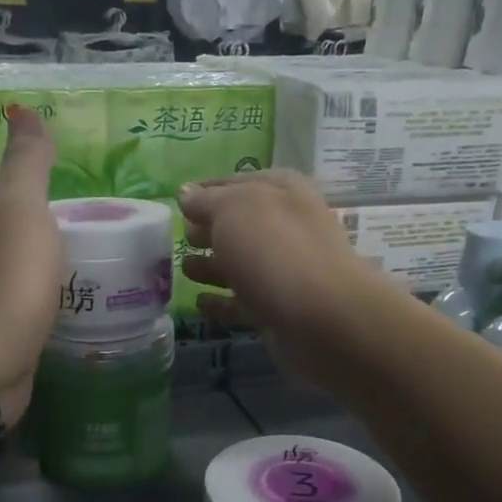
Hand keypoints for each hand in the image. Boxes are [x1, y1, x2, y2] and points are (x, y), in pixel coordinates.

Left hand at [0, 106, 61, 425]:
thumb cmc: (5, 281)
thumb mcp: (21, 211)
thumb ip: (27, 165)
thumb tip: (20, 108)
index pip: (1, 182)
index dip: (23, 167)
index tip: (60, 160)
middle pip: (11, 223)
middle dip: (43, 212)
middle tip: (93, 209)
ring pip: (26, 263)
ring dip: (52, 254)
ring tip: (98, 249)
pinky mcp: (13, 331)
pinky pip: (39, 301)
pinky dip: (57, 292)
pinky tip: (82, 295)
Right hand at [177, 171, 396, 385]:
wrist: (322, 318)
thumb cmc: (275, 249)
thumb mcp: (234, 210)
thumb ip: (207, 200)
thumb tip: (185, 192)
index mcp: (282, 192)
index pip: (238, 183)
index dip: (208, 190)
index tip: (179, 201)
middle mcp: (287, 227)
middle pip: (241, 225)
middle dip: (210, 229)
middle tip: (180, 235)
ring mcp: (285, 271)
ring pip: (241, 264)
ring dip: (212, 265)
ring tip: (183, 268)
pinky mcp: (279, 310)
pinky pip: (243, 302)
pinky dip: (222, 302)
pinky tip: (199, 302)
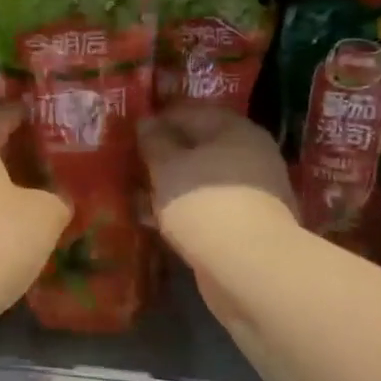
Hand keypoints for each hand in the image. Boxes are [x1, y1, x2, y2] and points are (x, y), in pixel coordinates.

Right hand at [138, 105, 297, 294]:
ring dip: (172, 185)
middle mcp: (250, 155)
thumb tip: (147, 122)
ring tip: (136, 193)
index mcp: (236, 130)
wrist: (250, 268)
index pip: (190, 112)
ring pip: (202, 180)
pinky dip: (184, 210)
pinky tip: (156, 220)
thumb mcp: (168, 167)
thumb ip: (154, 142)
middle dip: (165, 155)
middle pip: (199, 147)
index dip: (158, 119)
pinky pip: (208, 208)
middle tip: (130, 163)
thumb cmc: (205, 203)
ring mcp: (252, 193)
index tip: (128, 132)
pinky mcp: (246, 225)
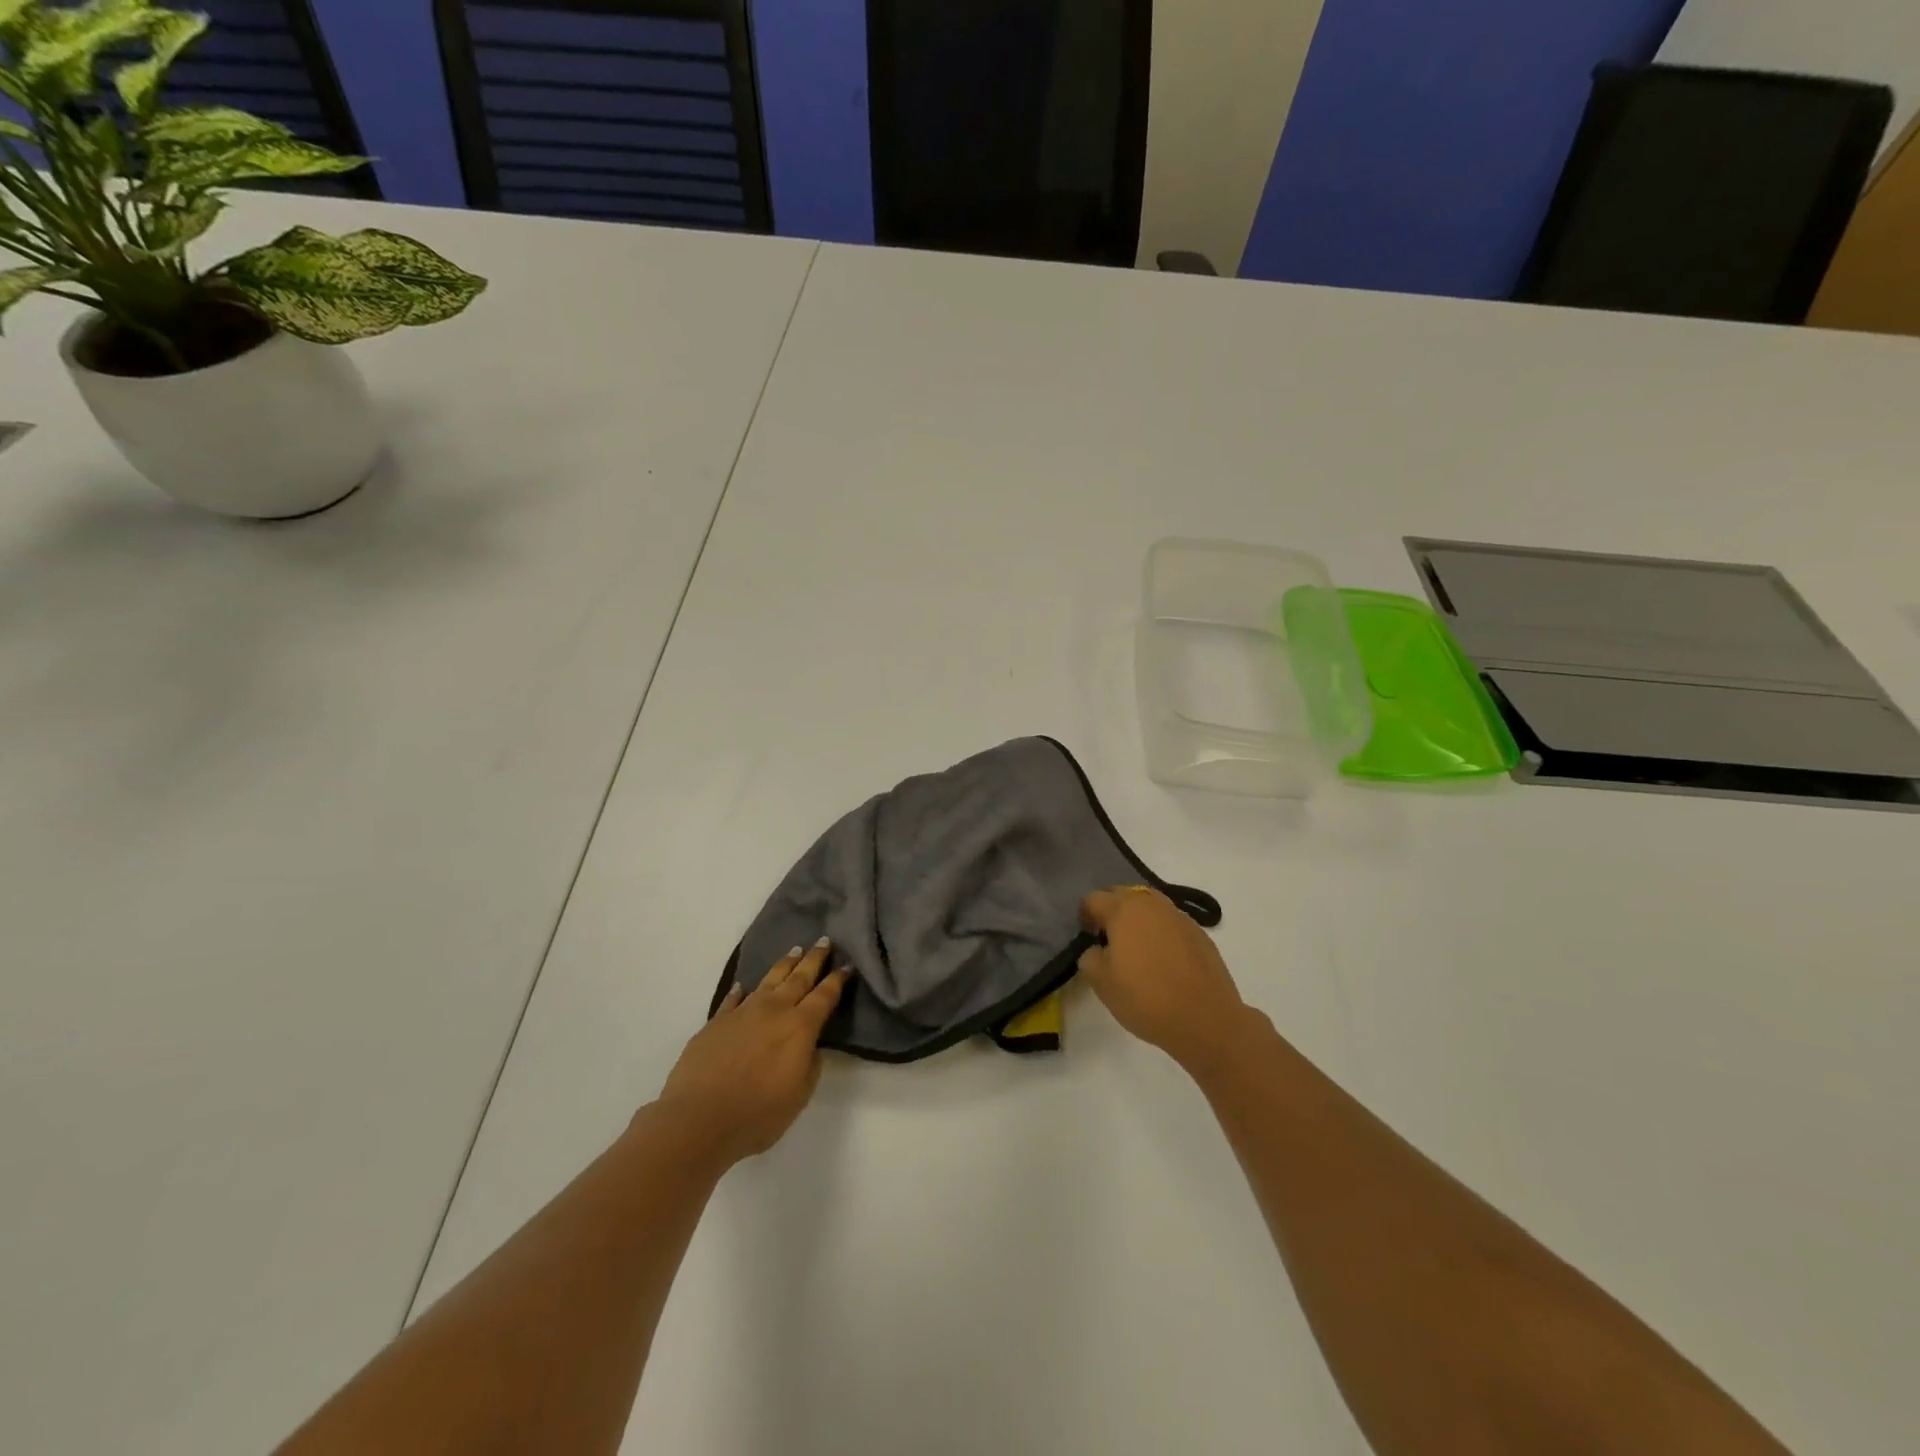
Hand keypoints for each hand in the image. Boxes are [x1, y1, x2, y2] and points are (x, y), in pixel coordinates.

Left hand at [658, 939, 848, 1167]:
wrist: (698, 1119)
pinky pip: (733, 999)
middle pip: (799, 978)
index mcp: (800, 1027)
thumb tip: (811, 1047)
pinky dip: (740, 991)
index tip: (847, 964)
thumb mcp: (799, 1096)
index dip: (837, 979)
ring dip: (784, 964)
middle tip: (824, 941)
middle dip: (814, 959)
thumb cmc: (757, 1114)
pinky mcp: (716, 1022)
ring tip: (795, 951)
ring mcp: (742, 1013)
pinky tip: (743, 986)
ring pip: (769, 980)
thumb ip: (810, 1066)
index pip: (824, 996)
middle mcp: (774, 1011)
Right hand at [1078, 886, 1251, 1071]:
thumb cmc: (1146, 998)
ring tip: (1137, 949)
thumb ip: (1090, 958)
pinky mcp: (1200, 934)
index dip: (1085, 915)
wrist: (1206, 1019)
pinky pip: (1171, 923)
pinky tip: (1163, 960)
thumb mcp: (1102, 983)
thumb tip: (1097, 950)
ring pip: (1150, 906)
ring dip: (1138, 919)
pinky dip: (1161, 933)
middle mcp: (1152, 904)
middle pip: (1123, 894)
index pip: (1094, 899)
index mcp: (1124, 910)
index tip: (1087, 936)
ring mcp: (1180, 917)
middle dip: (1112, 911)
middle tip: (1109, 939)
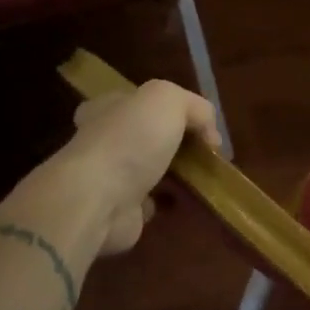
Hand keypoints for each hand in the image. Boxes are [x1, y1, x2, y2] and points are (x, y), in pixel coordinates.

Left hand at [7, 80, 220, 255]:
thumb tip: (209, 135)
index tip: (196, 123)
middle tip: (204, 151)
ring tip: (204, 175)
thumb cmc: (130, 140)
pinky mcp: (120, 210)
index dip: (167, 108)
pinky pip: (151, 201)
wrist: (100, 200)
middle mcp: (104, 140)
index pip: (136, 101)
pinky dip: (168, 201)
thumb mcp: (169, 99)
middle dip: (175, 142)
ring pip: (150, 169)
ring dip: (175, 173)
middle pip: (146, 136)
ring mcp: (110, 178)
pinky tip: (187, 198)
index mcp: (107, 108)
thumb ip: (195, 107)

-- Problem description --
With the pictures excluded, retype the records above verbatim.

-- Finished task --
Hand keypoints for each hand in the image. Boxes are [x1, y1, x2, y2] and points are (x, y), in pixel coordinates.

Left hand at [0, 106, 61, 425]:
thumb cmc: (5, 281)
thumb mcp: (21, 211)
thumb ip: (27, 165)
thumb tip: (20, 108)
index pip: (1, 182)
index dip: (23, 167)
index tip: (60, 160)
middle pip: (11, 223)
middle dip: (43, 212)
middle tip: (93, 209)
ring pip: (26, 263)
ring dip: (52, 254)
ring tip: (98, 249)
pinky mcp: (13, 331)
pinky pip: (39, 301)
pinky dip: (57, 292)
pinky tip: (82, 295)
Right hand at [177, 171, 396, 385]:
wrist: (322, 318)
thumb cmc: (275, 249)
thumb mcp: (234, 210)
thumb ip: (207, 200)
thumb tip: (185, 192)
index mcp: (282, 192)
index pip: (238, 183)
index dip: (208, 190)
index tip: (179, 201)
middle mcp: (287, 227)
middle pip: (241, 225)
middle dip: (210, 229)
middle tip: (180, 235)
ring mcp: (285, 271)
ring pip: (241, 264)
ring dip: (212, 265)
ring tip: (183, 268)
pinky mcp: (279, 310)
pinky pip: (243, 302)
pinky dip: (222, 302)
pinky tip: (199, 302)
Hand keypoints for each hand in the image. Boxes are [x1, y1, x2, y2] and points are (x, y), in pixel coordinates.

Right hand at [138, 105, 297, 294]:
ring dip: (172, 185)
middle mcp: (250, 155)
thumb tip: (147, 122)
ring tip: (136, 193)
index mcp: (236, 130)
wrist: (250, 268)
index pip: (190, 112)
ring pip: (202, 180)
pinky dip: (184, 210)
pinky tip: (156, 220)
thumb mcp: (168, 167)
thumb ip: (154, 142)
middle dip: (165, 155)
middle pip: (199, 147)
index dip: (158, 119)
pinky pip: (208, 208)
middle tip: (130, 163)
thumb cmc: (205, 203)
ring mcp: (252, 193)
index tip: (128, 132)
pinky mcp: (246, 225)
Hand keypoints for each hand in the image. Boxes are [x1, y1, x2, y2] and points are (x, y), in pixel coordinates.

Left hand at [658, 939, 848, 1167]:
wrist: (698, 1119)
pinky pip: (733, 999)
middle pip: (799, 978)
index mcp: (800, 1027)
thumb tip: (811, 1047)
pinky dip: (740, 991)
index tip: (847, 964)
thumb mcp: (799, 1096)
index dip: (837, 979)
ring dip: (784, 964)
middle tip: (824, 941)
middle dip: (814, 959)
thumb cmc: (757, 1114)
pinky mcp: (716, 1022)
ring tip: (795, 951)
ring mcp: (742, 1013)
pinky tip: (743, 986)
ring pip: (769, 980)
thumb ip: (810, 1066)
index pip: (824, 996)
middle mcp: (774, 1011)
Right hand at [1078, 886, 1251, 1071]:
thumb cmc: (1146, 998)
ring tip: (1137, 949)
thumb ip: (1090, 958)
pinky mcp: (1200, 934)
index dip: (1085, 915)
wrist: (1206, 1019)
pinky pip: (1171, 923)
pinky tip: (1163, 960)
thumb mcp: (1102, 983)
thumb tip: (1097, 950)
ring pip: (1150, 906)
ring dip: (1138, 919)
pinky dip: (1161, 933)
middle mcp: (1152, 904)
middle pip: (1123, 894)
index pip: (1094, 899)
index mcp: (1124, 910)
index tip: (1087, 936)
ring mcp: (1180, 917)
middle dip: (1112, 911)
middle tip: (1109, 939)
Hand keypoints for each hand in the image. Boxes are [x1, y1, x2, y2] and points are (x, y), in pixel coordinates.

Left hand at [7, 80, 220, 255]:
thumb tip: (209, 135)
index tip: (196, 123)
middle tip: (204, 151)
ring tip: (204, 175)
thumb cmc: (130, 140)
pinky mcp: (120, 210)
index dip: (167, 108)
pinky pip: (151, 201)
wrist: (100, 200)
middle mcp: (104, 140)
index pip: (136, 101)
pinky dip: (168, 201)
thumb mcp: (169, 99)
middle dip: (175, 142)
ring pip: (150, 169)
ring dip: (175, 173)
middle pip: (146, 136)
ring mcp: (110, 178)
pinky tip: (187, 198)
index mcp: (107, 108)
thumb ip: (195, 107)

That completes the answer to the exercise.